Inferring the semantic properties of sentences by mining syntactic parse trees
Introduction
Proceeding from parsing to the semantic level is an important step toward natural language understanding, with immediate applications in tasks such as information extraction and question answering [1], [10], [30], [45]. Over the last decade, there has been a dramatic shift in computational linguistics from the manual construction of grammars and knowledge bases to partially or totally automating these processes using statistical learning methods trained on large annotated or un-annotated natural language corpora.
In this paper, we explore the possibility of high-level semantic classification of natural language sentences based on syntactic(constituency) parse trees. We address semantic classes appearing in information extraction (IE) and knowledge integration problems that usually require a deep natural-language understanding [6], [8], [12].
We attempt to combine the best of two worlds of linguistics and machine learning:
- 1)
Rely on rich linguistic data such as constituency parse trees, and
- 2)
Apply a systematic way to tackle this data, such as graph-oriented deterministic machine learning.

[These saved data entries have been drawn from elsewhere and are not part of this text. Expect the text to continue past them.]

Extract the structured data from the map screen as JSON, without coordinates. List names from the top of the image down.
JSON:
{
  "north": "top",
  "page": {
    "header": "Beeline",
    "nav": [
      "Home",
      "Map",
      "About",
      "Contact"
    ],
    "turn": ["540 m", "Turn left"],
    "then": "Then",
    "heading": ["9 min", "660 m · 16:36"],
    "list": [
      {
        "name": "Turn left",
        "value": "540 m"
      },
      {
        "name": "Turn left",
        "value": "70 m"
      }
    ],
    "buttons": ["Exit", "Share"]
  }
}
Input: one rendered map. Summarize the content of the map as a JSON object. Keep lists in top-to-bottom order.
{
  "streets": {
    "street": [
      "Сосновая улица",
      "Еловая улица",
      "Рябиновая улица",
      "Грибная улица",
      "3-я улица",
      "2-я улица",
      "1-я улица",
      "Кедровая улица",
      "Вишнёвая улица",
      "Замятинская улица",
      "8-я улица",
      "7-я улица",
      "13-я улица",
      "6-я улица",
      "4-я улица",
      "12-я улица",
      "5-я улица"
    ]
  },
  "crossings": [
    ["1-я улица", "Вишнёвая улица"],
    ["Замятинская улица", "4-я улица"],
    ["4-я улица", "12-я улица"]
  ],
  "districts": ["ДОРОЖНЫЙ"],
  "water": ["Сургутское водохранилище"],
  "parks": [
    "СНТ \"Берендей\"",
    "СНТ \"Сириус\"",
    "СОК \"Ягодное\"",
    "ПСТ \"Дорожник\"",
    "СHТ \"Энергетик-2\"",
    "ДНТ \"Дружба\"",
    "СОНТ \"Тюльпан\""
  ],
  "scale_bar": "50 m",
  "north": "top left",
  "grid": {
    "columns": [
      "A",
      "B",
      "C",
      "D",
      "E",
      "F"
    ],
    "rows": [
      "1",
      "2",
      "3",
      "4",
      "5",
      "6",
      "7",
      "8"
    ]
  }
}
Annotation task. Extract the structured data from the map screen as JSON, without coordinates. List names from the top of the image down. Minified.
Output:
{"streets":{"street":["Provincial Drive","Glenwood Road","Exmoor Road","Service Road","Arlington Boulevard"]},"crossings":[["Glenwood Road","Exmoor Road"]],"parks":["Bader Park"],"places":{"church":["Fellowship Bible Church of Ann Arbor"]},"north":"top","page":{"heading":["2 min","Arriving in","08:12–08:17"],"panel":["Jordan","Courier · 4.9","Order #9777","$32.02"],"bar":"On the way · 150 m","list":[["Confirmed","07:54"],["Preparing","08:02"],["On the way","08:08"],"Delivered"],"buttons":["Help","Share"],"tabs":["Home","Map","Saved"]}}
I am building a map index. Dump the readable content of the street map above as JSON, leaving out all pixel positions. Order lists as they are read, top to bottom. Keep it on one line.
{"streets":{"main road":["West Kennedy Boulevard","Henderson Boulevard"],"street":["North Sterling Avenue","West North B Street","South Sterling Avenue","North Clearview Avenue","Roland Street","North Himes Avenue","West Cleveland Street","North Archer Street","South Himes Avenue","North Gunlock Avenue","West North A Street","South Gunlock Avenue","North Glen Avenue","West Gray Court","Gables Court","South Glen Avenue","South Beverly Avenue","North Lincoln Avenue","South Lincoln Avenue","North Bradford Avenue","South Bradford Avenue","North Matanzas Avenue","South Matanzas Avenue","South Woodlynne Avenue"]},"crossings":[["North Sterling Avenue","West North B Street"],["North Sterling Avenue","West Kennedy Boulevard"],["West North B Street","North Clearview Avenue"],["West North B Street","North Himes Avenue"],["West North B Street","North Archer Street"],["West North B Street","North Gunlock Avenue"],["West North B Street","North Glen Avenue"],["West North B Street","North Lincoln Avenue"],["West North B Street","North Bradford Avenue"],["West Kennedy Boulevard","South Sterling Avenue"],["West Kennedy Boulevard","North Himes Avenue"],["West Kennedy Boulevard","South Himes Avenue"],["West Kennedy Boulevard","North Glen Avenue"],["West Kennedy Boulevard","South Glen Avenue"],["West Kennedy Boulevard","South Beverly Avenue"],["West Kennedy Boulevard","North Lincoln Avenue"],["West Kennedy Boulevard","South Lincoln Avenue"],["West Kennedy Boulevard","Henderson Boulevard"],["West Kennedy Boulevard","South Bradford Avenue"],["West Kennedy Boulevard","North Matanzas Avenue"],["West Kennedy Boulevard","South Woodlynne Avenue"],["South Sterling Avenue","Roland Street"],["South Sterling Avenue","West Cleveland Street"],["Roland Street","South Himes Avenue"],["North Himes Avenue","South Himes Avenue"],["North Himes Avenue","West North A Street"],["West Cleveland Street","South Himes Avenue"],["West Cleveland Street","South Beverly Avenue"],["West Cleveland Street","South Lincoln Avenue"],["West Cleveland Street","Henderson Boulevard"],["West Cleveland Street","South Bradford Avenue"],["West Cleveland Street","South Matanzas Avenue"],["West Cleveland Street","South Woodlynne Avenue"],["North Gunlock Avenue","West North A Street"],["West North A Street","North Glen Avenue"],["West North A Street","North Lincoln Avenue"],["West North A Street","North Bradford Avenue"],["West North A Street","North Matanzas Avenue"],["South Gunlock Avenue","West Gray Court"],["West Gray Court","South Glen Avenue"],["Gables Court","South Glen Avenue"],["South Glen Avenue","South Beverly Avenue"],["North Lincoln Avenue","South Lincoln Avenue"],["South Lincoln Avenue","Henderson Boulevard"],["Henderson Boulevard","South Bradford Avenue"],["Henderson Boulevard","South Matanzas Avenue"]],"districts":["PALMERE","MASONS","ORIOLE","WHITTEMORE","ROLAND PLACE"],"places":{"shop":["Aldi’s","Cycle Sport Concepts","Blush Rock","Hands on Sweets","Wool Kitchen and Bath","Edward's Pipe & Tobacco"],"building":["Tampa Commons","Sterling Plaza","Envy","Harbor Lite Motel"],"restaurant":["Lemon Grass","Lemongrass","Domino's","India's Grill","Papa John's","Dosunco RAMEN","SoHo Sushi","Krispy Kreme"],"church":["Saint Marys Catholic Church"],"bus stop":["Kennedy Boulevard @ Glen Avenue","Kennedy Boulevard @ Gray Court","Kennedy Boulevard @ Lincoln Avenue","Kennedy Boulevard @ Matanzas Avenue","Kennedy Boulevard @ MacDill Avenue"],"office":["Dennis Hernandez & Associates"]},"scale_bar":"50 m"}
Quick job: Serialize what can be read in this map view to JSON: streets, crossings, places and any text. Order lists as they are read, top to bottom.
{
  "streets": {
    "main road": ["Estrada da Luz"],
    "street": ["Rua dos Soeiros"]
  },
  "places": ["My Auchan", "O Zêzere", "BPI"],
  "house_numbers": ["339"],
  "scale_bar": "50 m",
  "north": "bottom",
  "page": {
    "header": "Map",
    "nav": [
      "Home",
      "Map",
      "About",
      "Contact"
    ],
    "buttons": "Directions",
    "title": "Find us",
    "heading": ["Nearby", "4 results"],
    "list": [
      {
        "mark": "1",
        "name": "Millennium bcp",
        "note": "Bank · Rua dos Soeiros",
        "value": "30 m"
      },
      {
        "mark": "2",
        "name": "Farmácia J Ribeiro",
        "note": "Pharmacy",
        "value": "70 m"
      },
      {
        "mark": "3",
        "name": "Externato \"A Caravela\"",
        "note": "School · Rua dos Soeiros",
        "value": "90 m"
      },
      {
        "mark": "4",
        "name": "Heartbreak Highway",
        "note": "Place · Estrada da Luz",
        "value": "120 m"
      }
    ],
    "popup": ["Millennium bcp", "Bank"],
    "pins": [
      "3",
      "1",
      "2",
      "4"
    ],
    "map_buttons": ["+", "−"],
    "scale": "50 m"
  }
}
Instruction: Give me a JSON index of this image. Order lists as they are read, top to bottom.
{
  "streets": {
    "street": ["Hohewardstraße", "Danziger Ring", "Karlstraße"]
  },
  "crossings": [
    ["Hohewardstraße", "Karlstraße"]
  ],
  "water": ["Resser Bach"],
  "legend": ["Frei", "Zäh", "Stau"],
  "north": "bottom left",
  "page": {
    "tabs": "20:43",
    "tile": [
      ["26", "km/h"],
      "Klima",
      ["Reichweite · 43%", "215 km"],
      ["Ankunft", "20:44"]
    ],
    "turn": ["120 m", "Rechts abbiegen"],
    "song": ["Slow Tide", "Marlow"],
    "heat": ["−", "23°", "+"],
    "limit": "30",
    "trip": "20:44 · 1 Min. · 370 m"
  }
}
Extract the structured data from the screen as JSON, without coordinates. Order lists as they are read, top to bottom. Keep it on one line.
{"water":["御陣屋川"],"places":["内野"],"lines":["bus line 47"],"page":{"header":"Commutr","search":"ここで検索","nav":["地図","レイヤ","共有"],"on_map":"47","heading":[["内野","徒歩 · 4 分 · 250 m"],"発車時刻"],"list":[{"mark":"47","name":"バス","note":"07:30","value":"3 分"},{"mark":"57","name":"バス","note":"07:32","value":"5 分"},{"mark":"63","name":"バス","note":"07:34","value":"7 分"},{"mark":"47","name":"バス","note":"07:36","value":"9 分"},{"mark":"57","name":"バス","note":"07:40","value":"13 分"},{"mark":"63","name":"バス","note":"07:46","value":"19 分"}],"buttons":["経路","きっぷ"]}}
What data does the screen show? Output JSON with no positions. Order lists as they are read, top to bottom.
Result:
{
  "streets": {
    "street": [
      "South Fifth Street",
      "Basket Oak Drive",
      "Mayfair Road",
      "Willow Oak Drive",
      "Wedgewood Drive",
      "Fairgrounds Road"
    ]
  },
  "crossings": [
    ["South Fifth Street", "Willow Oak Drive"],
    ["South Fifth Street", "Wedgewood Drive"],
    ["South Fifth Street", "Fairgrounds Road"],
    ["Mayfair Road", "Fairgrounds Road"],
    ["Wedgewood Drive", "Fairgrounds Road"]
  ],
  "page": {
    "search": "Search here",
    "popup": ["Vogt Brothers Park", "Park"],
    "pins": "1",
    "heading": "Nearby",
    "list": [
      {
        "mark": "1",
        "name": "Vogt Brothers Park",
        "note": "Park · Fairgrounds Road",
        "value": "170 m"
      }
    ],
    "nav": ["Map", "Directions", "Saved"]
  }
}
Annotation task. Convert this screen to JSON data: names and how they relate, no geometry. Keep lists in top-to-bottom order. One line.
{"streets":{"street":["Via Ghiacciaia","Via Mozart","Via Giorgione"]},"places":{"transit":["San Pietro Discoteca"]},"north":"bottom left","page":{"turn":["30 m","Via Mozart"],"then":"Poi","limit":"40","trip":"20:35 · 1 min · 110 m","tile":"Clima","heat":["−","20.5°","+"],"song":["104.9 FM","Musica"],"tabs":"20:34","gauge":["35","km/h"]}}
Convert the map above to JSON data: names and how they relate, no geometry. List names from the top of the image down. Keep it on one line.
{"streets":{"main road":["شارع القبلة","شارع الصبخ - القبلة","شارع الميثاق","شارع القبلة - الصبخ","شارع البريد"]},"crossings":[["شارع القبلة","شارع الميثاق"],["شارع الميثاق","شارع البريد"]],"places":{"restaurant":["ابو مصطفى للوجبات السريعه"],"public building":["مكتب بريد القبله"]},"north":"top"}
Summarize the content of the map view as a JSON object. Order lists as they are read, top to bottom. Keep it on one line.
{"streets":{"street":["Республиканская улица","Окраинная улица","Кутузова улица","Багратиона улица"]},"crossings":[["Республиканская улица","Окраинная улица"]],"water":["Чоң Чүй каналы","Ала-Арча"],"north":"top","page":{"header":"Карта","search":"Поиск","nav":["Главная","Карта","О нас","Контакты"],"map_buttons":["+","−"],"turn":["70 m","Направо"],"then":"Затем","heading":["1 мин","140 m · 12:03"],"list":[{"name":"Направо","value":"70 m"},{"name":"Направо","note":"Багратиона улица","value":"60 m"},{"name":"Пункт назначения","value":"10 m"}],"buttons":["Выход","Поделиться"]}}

Notice that (1) gives us rather rich set of features compared to a bag-of-words approach or shallow parsing. We need to tackle such a rich set of features with its inherent structure by a structured machine learning approach. In this study we will evaluate how this richer set of tree-based features as a subject of graph-based learning outperforms keyword-based approaches in a number of text relevance problems.
Our approach is inspired by the notion of anti-unification [26], [29] which is capable of generalizing arbitrary formulas in a formal language. We extend this notion towards anti-unifying of arbitrary linguistic structures such as constituency parse tree. In this paper we propose a definition and algorithm of a syntactic generalization which allows us to treat syntactic natural language expressions in a unified way as logic formulas.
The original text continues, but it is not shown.